Leven in tijden van corona
Vandaag zijn we echt met z’n allen thuis. Mijn oudste dochter gaat naar speciaal onderwijs en omdat flexibiliteit en veerkracht niet bepaald bovenaan de lijst met kwaliteiten van autisten staat, hebben ze de school een dagje langer opengehouden. Konden ze even wennen aan het idee. Het gaf mij ook rust want als ik eerlijk ben, vliegt het idee me best een beetje aan.
Drie weken thuis werken en alleen voor de meisjes zorgen. Mijn man valt in de categorie eerstelijnsberoepen (hij maakt tv-programma’s waaronder JINEK), dus hij moet de mensen informeren over de stand van zaken. Ze zullen de hele week extra lange uitzendingen maken om iedereen up to date te houden over de laatste ontwikkelingen.
Ik app met onze nanny. Zij mag ook niet komen want nanny’s vallen onder kinderopvang en die zijn vanaf nu ook gesloten. Bovendien voelt ze zich niet echt lekker. Ik krijg visioenen van instortende kaartenhuizen en een heel diep moeras bij de gedachte dat ik drie weken zonder haar moet, maar aan de andere kant hoeven we nu natuurlijk ook niets. Geen paardrijles, geen kinderfeestjes, geen tandartsafspraken. Ik zal het wel redden.
Met vriendin L spreek ik af om elke dag een rondje te rennen. Gisteren was dat zes kilometer via rivier het Spaarne door de Haarlemmerhout terug (best oké toch, voor iemand die nooit rent) en vandaag renden we via Aerdenhout richting Zandvoort en terug, wat neerkwam op zeven kilometer. Onze kinderen fietsen achter ons aan, zo hebben we allemaal een ‘uitje’, blijven wij een beetje fit en hebben we tenminste nog een beetje gezelligheid in deze geïsoleerde dagen.
Het valt me op hoe mooi onze omgeving is. We groeten alle voorbijgangers extra aardig. We kennen elkaar niet, maar weten dat iedereen in dezelfde situatie zit en dat schept een band.
Terwijl ik een omelet bak, app ik met Daan, mijn commercieel directeur. Ze heeft een videocall met een leuke klant en we nemen nog even de leuke dingen door die we voor hen hebben bedacht.

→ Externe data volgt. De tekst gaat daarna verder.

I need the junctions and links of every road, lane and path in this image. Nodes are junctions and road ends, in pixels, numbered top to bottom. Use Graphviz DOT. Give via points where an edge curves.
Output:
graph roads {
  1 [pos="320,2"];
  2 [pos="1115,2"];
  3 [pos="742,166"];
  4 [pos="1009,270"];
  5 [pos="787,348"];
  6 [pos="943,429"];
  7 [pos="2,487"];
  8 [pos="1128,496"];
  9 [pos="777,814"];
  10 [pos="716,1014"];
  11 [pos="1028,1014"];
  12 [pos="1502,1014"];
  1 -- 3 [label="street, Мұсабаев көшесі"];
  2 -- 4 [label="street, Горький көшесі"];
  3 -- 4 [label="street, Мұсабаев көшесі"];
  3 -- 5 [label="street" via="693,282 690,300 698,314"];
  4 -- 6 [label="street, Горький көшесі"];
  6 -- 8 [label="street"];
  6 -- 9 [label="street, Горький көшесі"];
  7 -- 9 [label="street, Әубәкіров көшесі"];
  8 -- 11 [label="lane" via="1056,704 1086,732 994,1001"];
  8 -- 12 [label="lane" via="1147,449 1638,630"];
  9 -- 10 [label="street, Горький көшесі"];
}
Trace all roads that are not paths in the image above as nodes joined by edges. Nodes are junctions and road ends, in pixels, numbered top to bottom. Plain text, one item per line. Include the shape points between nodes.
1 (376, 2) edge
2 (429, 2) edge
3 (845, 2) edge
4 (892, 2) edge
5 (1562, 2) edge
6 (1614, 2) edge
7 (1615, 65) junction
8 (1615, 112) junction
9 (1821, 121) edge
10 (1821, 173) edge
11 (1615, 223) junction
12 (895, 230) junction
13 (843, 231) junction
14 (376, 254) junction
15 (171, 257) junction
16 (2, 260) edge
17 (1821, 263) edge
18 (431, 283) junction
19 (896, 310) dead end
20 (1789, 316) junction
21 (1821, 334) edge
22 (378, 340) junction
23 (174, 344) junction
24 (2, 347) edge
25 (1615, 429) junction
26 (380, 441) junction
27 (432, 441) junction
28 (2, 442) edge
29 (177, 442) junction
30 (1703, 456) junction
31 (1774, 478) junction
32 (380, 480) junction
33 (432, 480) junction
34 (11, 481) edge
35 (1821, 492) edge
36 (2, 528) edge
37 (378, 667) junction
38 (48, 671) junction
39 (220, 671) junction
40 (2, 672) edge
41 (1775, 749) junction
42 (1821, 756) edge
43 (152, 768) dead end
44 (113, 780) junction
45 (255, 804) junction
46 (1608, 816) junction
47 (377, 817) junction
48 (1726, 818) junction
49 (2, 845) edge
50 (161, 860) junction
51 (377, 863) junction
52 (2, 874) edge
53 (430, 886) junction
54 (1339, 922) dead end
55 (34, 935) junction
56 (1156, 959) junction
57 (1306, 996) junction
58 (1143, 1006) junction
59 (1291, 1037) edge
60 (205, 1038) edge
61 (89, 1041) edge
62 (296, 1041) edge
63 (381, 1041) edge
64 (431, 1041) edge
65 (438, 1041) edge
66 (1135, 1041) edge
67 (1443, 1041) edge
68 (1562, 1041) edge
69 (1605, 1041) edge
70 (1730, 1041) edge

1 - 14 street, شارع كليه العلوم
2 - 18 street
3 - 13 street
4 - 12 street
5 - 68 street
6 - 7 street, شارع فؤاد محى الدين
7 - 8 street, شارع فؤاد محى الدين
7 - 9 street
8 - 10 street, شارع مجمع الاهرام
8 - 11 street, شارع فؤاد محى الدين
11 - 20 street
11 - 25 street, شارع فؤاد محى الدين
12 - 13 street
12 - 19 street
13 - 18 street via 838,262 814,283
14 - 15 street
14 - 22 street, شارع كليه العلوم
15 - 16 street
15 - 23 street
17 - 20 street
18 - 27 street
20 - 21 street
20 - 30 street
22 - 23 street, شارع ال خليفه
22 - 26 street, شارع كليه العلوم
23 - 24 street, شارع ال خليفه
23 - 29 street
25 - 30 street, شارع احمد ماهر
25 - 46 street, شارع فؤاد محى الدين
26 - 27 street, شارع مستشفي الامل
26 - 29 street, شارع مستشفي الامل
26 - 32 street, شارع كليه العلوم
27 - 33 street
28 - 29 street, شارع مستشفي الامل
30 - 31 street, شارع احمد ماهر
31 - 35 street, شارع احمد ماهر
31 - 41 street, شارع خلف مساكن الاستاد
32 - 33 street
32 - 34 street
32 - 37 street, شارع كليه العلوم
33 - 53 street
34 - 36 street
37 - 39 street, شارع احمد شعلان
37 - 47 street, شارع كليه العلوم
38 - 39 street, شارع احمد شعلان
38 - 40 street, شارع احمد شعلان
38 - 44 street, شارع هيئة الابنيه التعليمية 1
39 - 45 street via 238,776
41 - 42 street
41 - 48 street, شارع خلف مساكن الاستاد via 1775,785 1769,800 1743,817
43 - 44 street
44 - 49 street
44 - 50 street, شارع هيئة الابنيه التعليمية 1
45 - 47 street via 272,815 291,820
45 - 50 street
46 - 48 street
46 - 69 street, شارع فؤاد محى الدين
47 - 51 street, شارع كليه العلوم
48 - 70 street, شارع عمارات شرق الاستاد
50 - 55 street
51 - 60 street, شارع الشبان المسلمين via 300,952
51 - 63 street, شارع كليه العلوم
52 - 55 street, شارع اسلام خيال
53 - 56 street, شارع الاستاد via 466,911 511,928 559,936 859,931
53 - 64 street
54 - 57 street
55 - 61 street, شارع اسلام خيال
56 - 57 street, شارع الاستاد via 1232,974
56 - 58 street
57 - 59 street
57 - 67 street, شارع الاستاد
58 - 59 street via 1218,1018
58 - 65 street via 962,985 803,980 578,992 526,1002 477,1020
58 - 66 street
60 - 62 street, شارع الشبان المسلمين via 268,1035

Als we heel snel geluncht hebben (iedereen aast op mijn ei), moeten we naar school. De achternaam van mijn meisjes begint met een H en daarmee zijn we de laatste letter van de eerste groep kinderen A t/m H die naar binnen komt. Ik heb de school nog nooit zo verlaten gezien. Op elk bureau ligt een stapeltje boeken, de lineaal en het etuitje. De juffen van mijn jongste hebben iedereen drie krijtjes gegeven en bij mijn middelste staat een emmer met tulpen. Iedereen mag er een pakken. De tekst die er bij staat is: ‘Kinderen, blijf bloeien’. Misschien een hoog Luizenmoeder-gehalte, maar ik ben geraakt door de aandacht van de school, de liefde van de juffen en meesters die dit allemaal in een dag hebben geregeld. Schooljaar 2019/2020 zal niet snel vergeten worden.
Thuis maak ik de keukentafel extra schoon. Een hoekje voor mijn middelste, een hoekje voor mijn jongste, een hoekje voor mij. Ik klap mijn laptop open en schrijf, mijn jongste begint vast met taal, dat hoeft pas morgen maar ze heeft zo’n zin. Middelste leest ‘De kloof’ uit en stoot door naar huiswerkles. Daarna gaan we nog even de duinen in met de hond en dan gaan we Frozen II kijken want die heeft Disney+ vandaag online gezet. Dat hebben we wel verdiend, dacht ik zo.